PChem Seminar – Dr. Richard Cox
About the event
Speaker: Dr. Richard M. Cox, Nuclear Chemistry and Engineering, Pacific Northwest National Laboratory
Host: Dr. Ivan Popov
Title: Oops! Lessons Learned (so far) of f-Block Behavior from a Career Defining Mistake.
The f-block elements present a final frontier of chemistry. Predicting which orbitals participate in bond activation and product formation is important in developing a better understanding of the defining f block chemical properties and is also an important test of how well we understand chemical theory. Previous work has suggested that the 5d and 6d orbitals are very important to bond activation and chemical bonding in oxidation reactions for both the lanthanides (Ln) and actinides (An). However, the actinides specifically are very difficult to study experimentally because of their limited availability and the extreme radioactivity of most members of the series. Gas phase experiments offer a unique and direct route to study the fundamental interactions between a given element of interest and ligand because bulk phase perturbations (e.g. solvent effects) are eliminated. The inductively coupled plasma tandem mass spectrometry (ICP-MS/MS) experiment currently being developed at Pacific Northwest National Laboratory has enabled the examination of chemical reactions over a wide energy range and has been used to extend the thermodynamic and kinetic information available for the oxidation studies of f-block, and more interestingly the actinide elements.

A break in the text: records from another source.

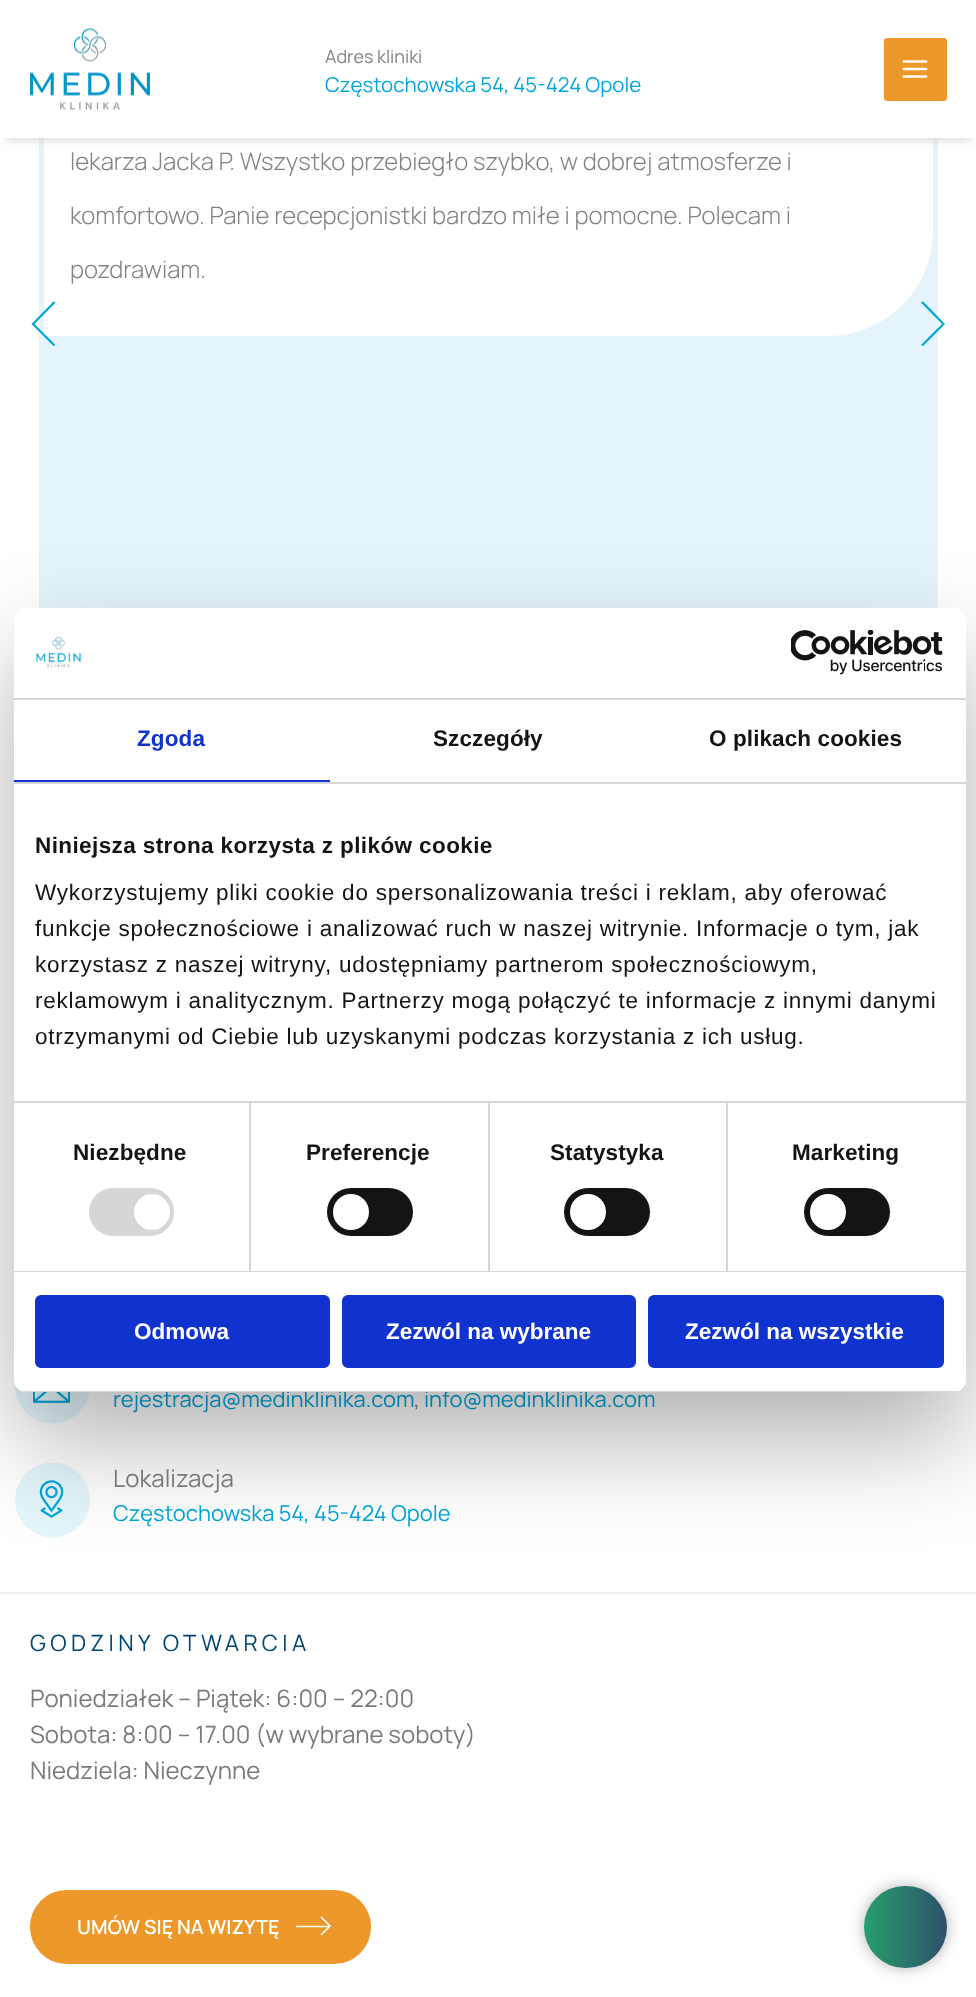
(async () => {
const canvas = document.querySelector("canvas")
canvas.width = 976
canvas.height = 1997
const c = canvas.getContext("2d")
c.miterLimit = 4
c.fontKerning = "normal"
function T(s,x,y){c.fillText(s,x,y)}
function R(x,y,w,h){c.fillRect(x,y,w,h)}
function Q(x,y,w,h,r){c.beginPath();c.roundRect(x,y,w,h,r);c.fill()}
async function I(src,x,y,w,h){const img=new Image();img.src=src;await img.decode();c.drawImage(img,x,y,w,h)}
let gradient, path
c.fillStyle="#fff"
R(0,0,976,1997)
c.fillStyle="#e5f3fa"
R(39,138,899,470)
c.fillStyle="#fff"
c.beginPath()
c.roundRect(44,71,889,265,[0,0,105,0])
c.fill()
c.fillStyle="#bebebe85"
c.filter="blur(4.5px)"
c.beginPath()
c.rect(6,15,965,126)
c.fill()
c.filter="none"
c.fillStyle="#fff"
R(0,9,976,129)
await I("1.png",30,28,120,82)
c.font="18px Manrope"
c.fillStyle="#828282"
T("Adres kliniki",325,63)
c.font="20.5px Manrope"
c.fillStyle="#00a6dc"
T("Częstochowska 54, 45-424 Opole",325,92)
c.fillStyle="#ed982a"
Q(884,38,63,63,3)
await I("2.png",902,60,26,18)
c.font="300 24px Manrope"
c.fillStyle="#828282"
T("lekarza Jacka P. Wszystko przebiegło szybko, w dobrej atmosferze i",70,170)
T("komfortowo. Panie recepcjonistki bardzo miłe i pomocne. Polecam i",70,224)
T("pozdrawiam.",70,278)
path = new Path2D("M54.5 302l-21.5 22l21.5 21.5")
c.strokeStyle="#00a6dc"
c.lineWidth=2.2
c.stroke(path)
path = new Path2D("M922 345.5l21.5-21.5l-21.5-22")
c.stroke(path)
c.fillStyle="#eee"
R(0,1592,976,2)
await I("3.png",15,1384,75,40)
c.font="21.9px Manrope"
c.fillStyle="#00a6dc"
T("rejestracja@medinklinika.com",113,1407)
c.fillStyle="#7a7a7a"
T(",",414,1407)
c.fillStyle="#00a6dc"
T("info@medinklinika.com",424,1407)
await I("4.png",15,1463,75,75)
c.font="24px Manrope"
c.fillStyle="#828282"
T("Lokalizacja",113,1487)
c.font="21.9px Manrope"
c.fillStyle="#00a6dc"
T("Częstochowska 54, 45-424 Opole",113,1521)
c.letterSpacing="4.4px"
c.font="22.5px Manrope"
c.fillStyle="#004675"
T("GODZINY OTWARCIA",30,1651)
c.letterSpacing="0px"
c.font="24px Manrope"
c.fillStyle="#7a7a7a"
T("Poniedziałek – Piątek: 6:00 – 22:00",30,1707)
T("Sobota: 8:00 – 17.00 (w wybrane soboty)",30,1743)
T("Niedziela: Nieczynne",30,1779)
c.fillStyle="#ed982a"
c.beginPath()
c.roundRect(31,1891,339,72,36)
c.fill()
c.strokeStyle="#ed982a"
c.lineWidth=2
c.stroke()
c.font="600 19.5px Manrope"
c.fillStyle="#fff"
T("UMÓW SIĘ NA WIZYTĘ",77,1934)
path = new Path2D("M321 1917l9 9l-9 9")
c.strokeStyle="#fff"
c.lineWidth=1.6
c.stroke(path)
c.save()
c.beginPath()
c.rect(296,1910,37,34)
c.clip()
path = new Path2D("M329.5 1926.5h-34m34 0h-34")
c.stroke(path)
c.restore()
c.fillStyle="#0000004d"
c.filter="blur(51px)"
c.beginPath()
c.roundRect(14,656,952,784,12)
c.fill()
c.filter="none"
c.fillStyle="#fff"
Q(14,608,952,784,12)
c.fillStyle="#d6d6d6"
R(14,698,952,2)
await I("5.png",36,636,46,32)
await I("6.png",791,630,152,45)
R(14,782,952,2)
c.fillStyle="#1032cf"
R(14,780,316,2)
c.letterSpacing="0.1px"
c.font="bold 22.5px Liberation Sans"
T("Zgoda",137,746)
c.fillStyle="#141414"
T("Szczegóły",433,746)
T("O plikach cookies",709,746)
c.fillStyle="#d6d6d6"
R(14,1101,952,2)
c.letterSpacing="0.4px"
c.fillStyle="#141414"
T("Niniejsza strona korzysta z plików cookie",35,853)
c.letterSpacing="0.75px"
c.font="22.5px Liberation Sans"
T("Wykorzystujemy pliki cookie do spersonalizowania treści i reklam, aby oferować",35,900)
T("funkcje społecznościowe i analizować ruch w naszej witrynie. Informacje o tym, jak",35,936)
T("korzystasz z naszej witryny, udostępniamy partnerom społecznościowym,",35,972)
T("reklamowym i analitycznym. Partnerzy mogą połączyć te informacje z innymi danymi",35,1008)
T("otrzymanymi od Ciebie lub uzyskanymi podczas korzystania z ich usług.",35,1044)
c.fillStyle="#d6d6d6"
R(14,1271,952,1)
R(249,1103,2,168)
c.letterSpacing="0.1px"
c.font="bold 22.5px Liberation Sans"
c.fillStyle="#141414"
T("Niezbędne",73,1160)
c.fillStyle="#d6d6d6"
Q(89,1188,85,48,24)
c.fillStyle="#fff"
c.beginPath()
c.arc(152,1212,18,0,7)
c.fill()
c.fillStyle="#d6d6d6"
R(488,1103,2,168)
c.fillStyle="#141414"
T("Preferencje",306,1160)
Q(327,1188,86,48,24)
c.fillStyle="#fff"
c.beginPath()
c.arc(351,1212,18,0,7)
c.fill()
c.fillStyle="#d6d6d6"
R(726,1103,2,168)
c.fillStyle="#141414"
T("Statystyka",550,1160)
Q(564,1188,86,48,24)
c.fillStyle="#fff"
c.beginPath()
c.arc(588,1212,18,0,7)
c.fill()
c.fillStyle="#141414"
T("Marketing",792,1160)
Q(804,1188,86,48,24)
c.fillStyle="#fff"
c.beginPath()
c.arc(828,1212,18,0,7)
c.fill()
c.save()
c.beginPath()
c.roundRect(14,608,952,784,12)
c.clip()
c.fillStyle="#d6d6d6"
R(14,1391,952,1)
c.restore()
c.fillStyle="#1032cf"
c.beginPath()
c.roundRect(36.5,1296.5,292,70,4.5)
c.fill()
c.strokeStyle="#1032cf"
c.lineWidth=3
c.stroke()
c.letterSpacing="0px"
c.fillStyle="#fff"
T("Odmowa",134,1339)
c.fillStyle="#1032cf"
c.beginPath()
c.roundRect(343.5,1296.5,291,70,4.5)
c.fill()
c.stroke()
c.fillStyle="#fff"
T("Zezwól na wybrane",386,1339)
c.fillStyle="#1032cf"
c.beginPath()
c.roundRect(649.5,1296.5,293,70,4.5)
c.fill()
c.stroke()
c.fillStyle="#fff"
T("Zezwól na wszystkie",685,1339)
c.fillStyle="#0000004d"
c.filter="blur(7.5px)"
c.beginPath()
c.roundRect(864,1886,83,82,41)
c.fill()
c.filter="none"
gradient = c.createLinearGradient(947,1927,864,1927)
gradient.addColorStop(0,"#2e516b")
gradient.addColorStop(1,"#269f6b")
c.fillStyle = gradient
Q(864,1886,83,82,41)
})()
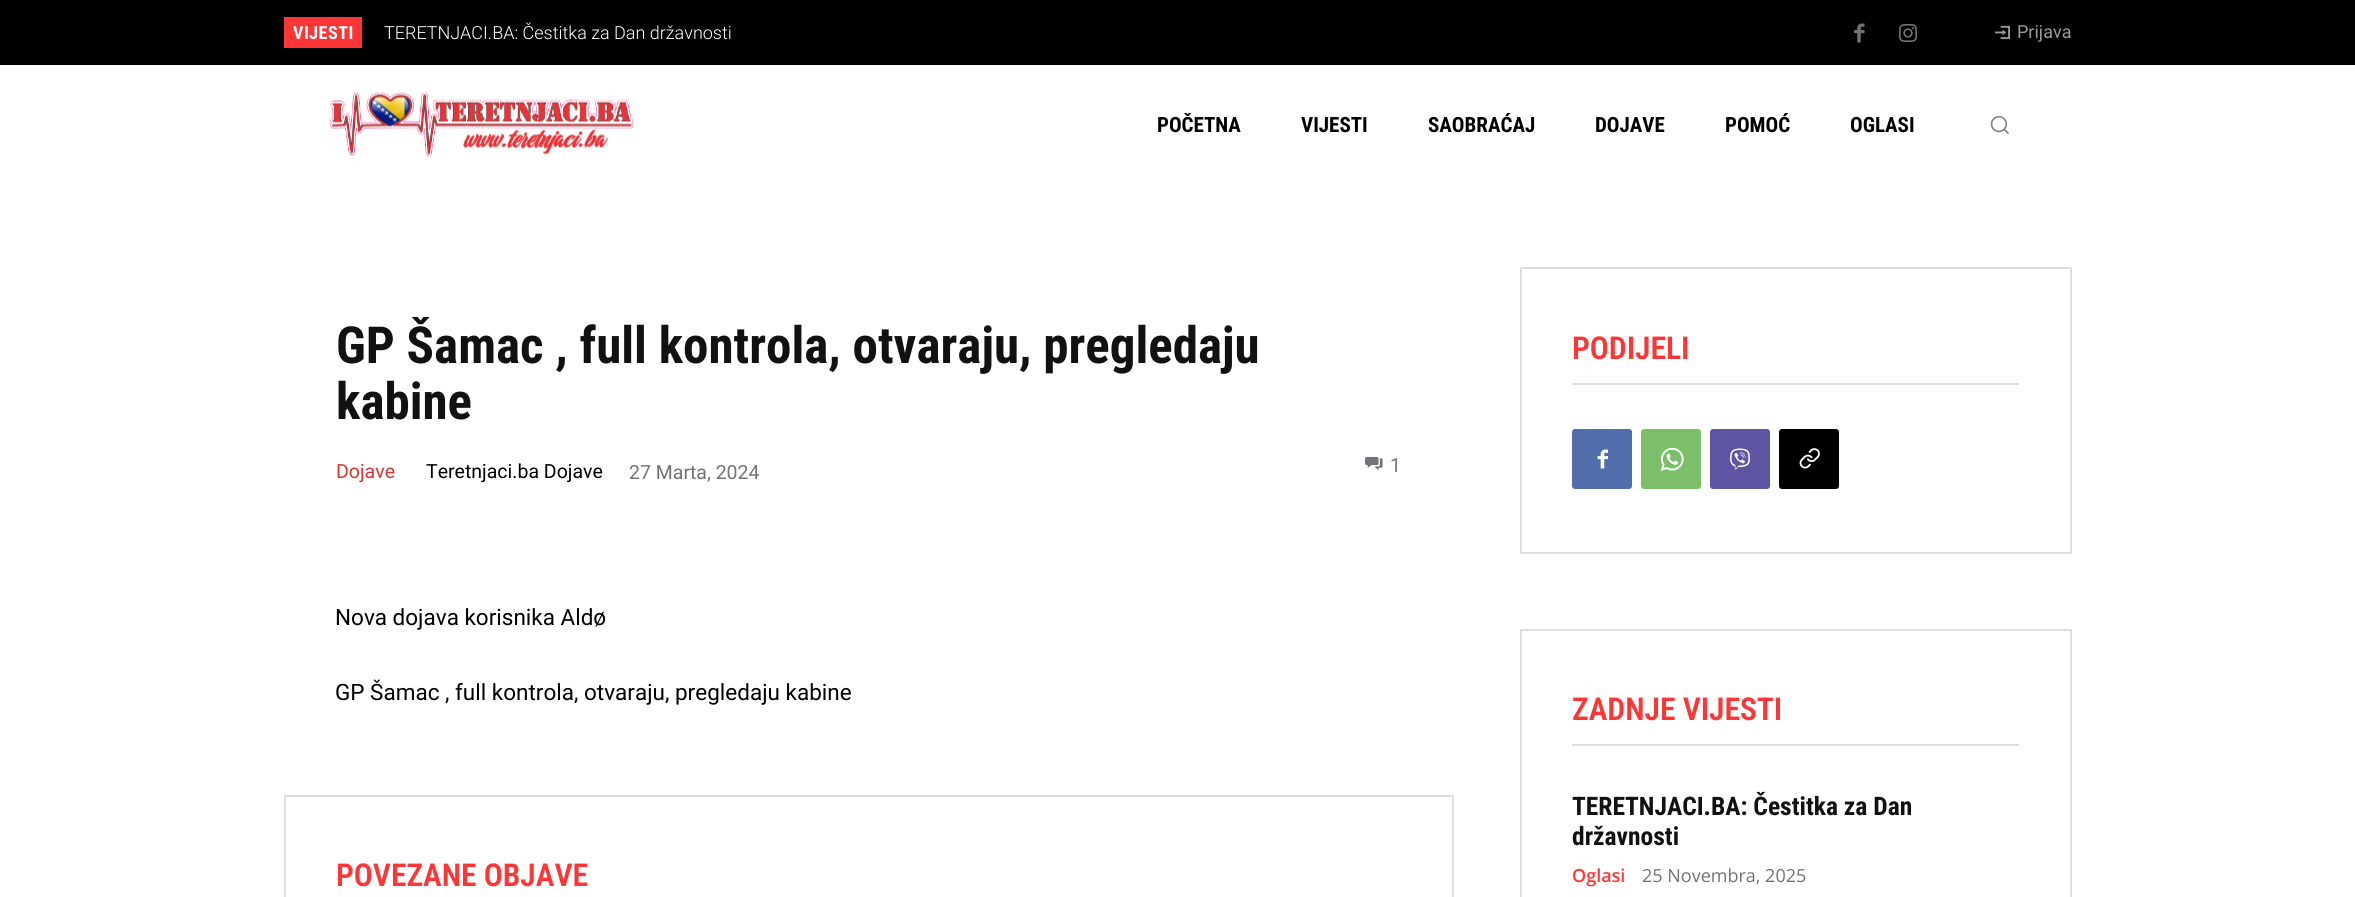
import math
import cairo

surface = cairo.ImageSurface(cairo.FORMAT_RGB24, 2355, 897)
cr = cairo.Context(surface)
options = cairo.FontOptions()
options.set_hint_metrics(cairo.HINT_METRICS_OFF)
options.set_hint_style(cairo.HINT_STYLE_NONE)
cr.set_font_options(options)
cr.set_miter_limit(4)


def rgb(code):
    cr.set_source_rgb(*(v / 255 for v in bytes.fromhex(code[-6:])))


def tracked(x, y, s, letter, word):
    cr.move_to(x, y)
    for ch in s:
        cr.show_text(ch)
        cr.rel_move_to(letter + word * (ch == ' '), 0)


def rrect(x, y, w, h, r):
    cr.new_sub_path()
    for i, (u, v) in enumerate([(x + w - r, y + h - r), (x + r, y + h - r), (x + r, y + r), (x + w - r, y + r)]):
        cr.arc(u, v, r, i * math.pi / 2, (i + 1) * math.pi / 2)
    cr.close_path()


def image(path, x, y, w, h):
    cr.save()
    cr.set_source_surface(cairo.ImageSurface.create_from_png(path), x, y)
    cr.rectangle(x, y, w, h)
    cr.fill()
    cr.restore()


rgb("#ffffff")
cr.paint()
rgb("#000000")
cr.rectangle(0, 0, 2355, 65)
cr.fill()
rgb("#ff3535")
cr.rectangle(284, 17, 78, 31)
cr.fill()
image("img/1.png", 1854, 23, 11, 20)
image("img/2.png", 1899, 24, 18, 18)
image("img/3.png", 1995, 25, 15, 14)
image("img/4.png", 330, 92, 303, 65)
image("img/5.png", 1990, 115, 19, 20)
image("img/6.png", 1365, 456, 18, 15)
cr.rectangle(285, 796, 1168, 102)
rgb("#dddddd")
cr.stroke()
cr.rectangle(1521, 268, 550, 285)
cr.stroke()
cr.rectangle(1572, 383, 447, 2)
cr.fill()
rgb("#516eab")
rrect(1572, 429, 60, 60, 3)
cr.fill()
image("img/7.png", 1597, 449, 11, 20)
rgb("#7bbf6a")
rrect(1641, 429, 60, 60, 3)
cr.fill()
image("img/8.png", 1660, 447, 24, 24)
rgb("#5d54a4")
rrect(1710, 429, 60, 60, 3)
cr.fill()
image("img/9.png", 1730, 448, 20, 22)
rgb("#000000")
rrect(1779, 429, 60, 60, 3)
cr.fill()
image("img/10.png", 1799, 448, 21, 21)
cr.rectangle(1521, 630, 550, 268)
rgb("#dddddd")
cr.stroke()
cr.rectangle(1572, 744, 447, 2)
cr.fill()
cr.select_font_face("Roboto Condensed", cairo.FONT_SLANT_NORMAL, cairo.FONT_WEIGHT_BOLD)
cr.set_font_size(18)
rgb("#ffffff")
tracked(293, 39, "VIJESTI", 0.5, 0)
cr.select_font_face("Roboto Light")
cr.move_to(384, 39)
cr.show_text("TERETNJACI.BA: Čestitka za Dan državnosti")
cr.select_font_face("Roboto")
rgb("#999999")
cr.move_to(2017, 38)
cr.show_text("Prijava")
cr.select_font_face("Roboto Condensed", cairo.FONT_SLANT_NORMAL, cairo.FONT_WEIGHT_BOLD)
cr.set_font_size(21)
rgb("#000000")
for x, y, s in [
    (1157, 132, "POČETNA"),
    (1301, 132, "VIJESTI"),
    (1428, 132, "SAOBRAĆAJ"),
    (1595, 132, "DOJAVE"),
    (1725, 132, "POMOĆ"),
    (1850, 132, "OGLASI"),
]:
    cr.move_to(x, y)
    cr.show_text(s)
cr.set_font_size(51)
rgb("#111111")
cr.move_to(336, 363)
cr.show_text("GP Šamac , full kontrola, otvaraju, pregledaju")
cr.move_to(336, 419)
cr.show_text("kabine")
cr.select_font_face("Roboto")
cr.set_font_size(19.5)
rgb("#dd3333")
cr.move_to(336, 478)
cr.show_text("Dojave")
rgb("#000000")
cr.move_to(426, 478)
cr.show_text("Teretnjaci.ba Dojave")
rgb("#727277")
cr.move_to(629, 479)
cr.show_text("27 Marta, 2024")
cr.move_to(1390, 472)
cr.show_text("1")
cr.set_font_size(22.5)
rgb("#000000")
cr.move_to(335, 625)
cr.show_text("Nova dojava korisnika Aldø")
cr.move_to(335, 700)
cr.show_text("GP Šamac , full kontrola, otvaraju, pregledaju kabine")
cr.select_font_face("Roboto Condensed SemiBold")
cr.set_font_size(31.5)
rgb("#ff3535")
for x, y, s in [
    (336, 886, "POVEZANE OBJAVE"),
    (1572, 359, "PODIJELI"),
    (1572, 720, "ZADNJE VIJESTI"),
]:
    cr.move_to(x, y)
    cr.show_text(s)
cr.select_font_face("Roboto Condensed", cairo.FONT_SLANT_NORMAL, cairo.FONT_WEIGHT_BOLD)
cr.set_font_size(25.5)
rgb("#111111")
cr.move_to(1572, 815)
cr.show_text("TERETNJACI.BA: Čestitka za Dan")
cr.move_to(1572, 845)
cr.show_text("državnosti")
cr.select_font_face("Open Sans SemiBold")
cr.set_font_size(18)
rgb("#ff3535")
cr.move_to(1572, 882)
cr.show_text("Oglasi")
cr.select_font_face("Open Sans")
rgb("#727277")
cr.move_to(1642, 882)
cr.show_text("25 Novembra, 2025")
surface.write_to_png("page.png")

Trends across the An series indicate that the 6d electrons are still incredibly important in final product formation; nevertheless, the f orbitals, under some circumstances, may play a critical role in bond activation even if they are only minor participants in the chemical bonding of the final product. New thermochemistry derived from these ICP-MS/MS studies suggest that there is a “switch” in reactivity and bonding between Np+ and Pu+. This may suggest a shift from An-L+ bonding defined by orbital overlap for the early An to bonding driven by orbital energy degeneracy for the later An.
Dr. Richard “Rich” Cox studied f block reactions with small molecules by guided ion beam tandem mass spectrometry under Prof. Peter Armentrout at the University of Utah. He joined Pacific Northwest National Laboratory (PNNL) as a postdoctoral research associate in 2015 converting to a staff scientist in 2018. He is currently the team lead of the Nuclear Chemistry Team within the Nuclear Chemistry and Engineering Group. This team caretakes PNNL’s mass spectrometry capability within the Radiological Processing Laboratory. In addition to continuing his studies in actinide gas phase chemistry, he leads or contributes to projects that range from national security to environmental management.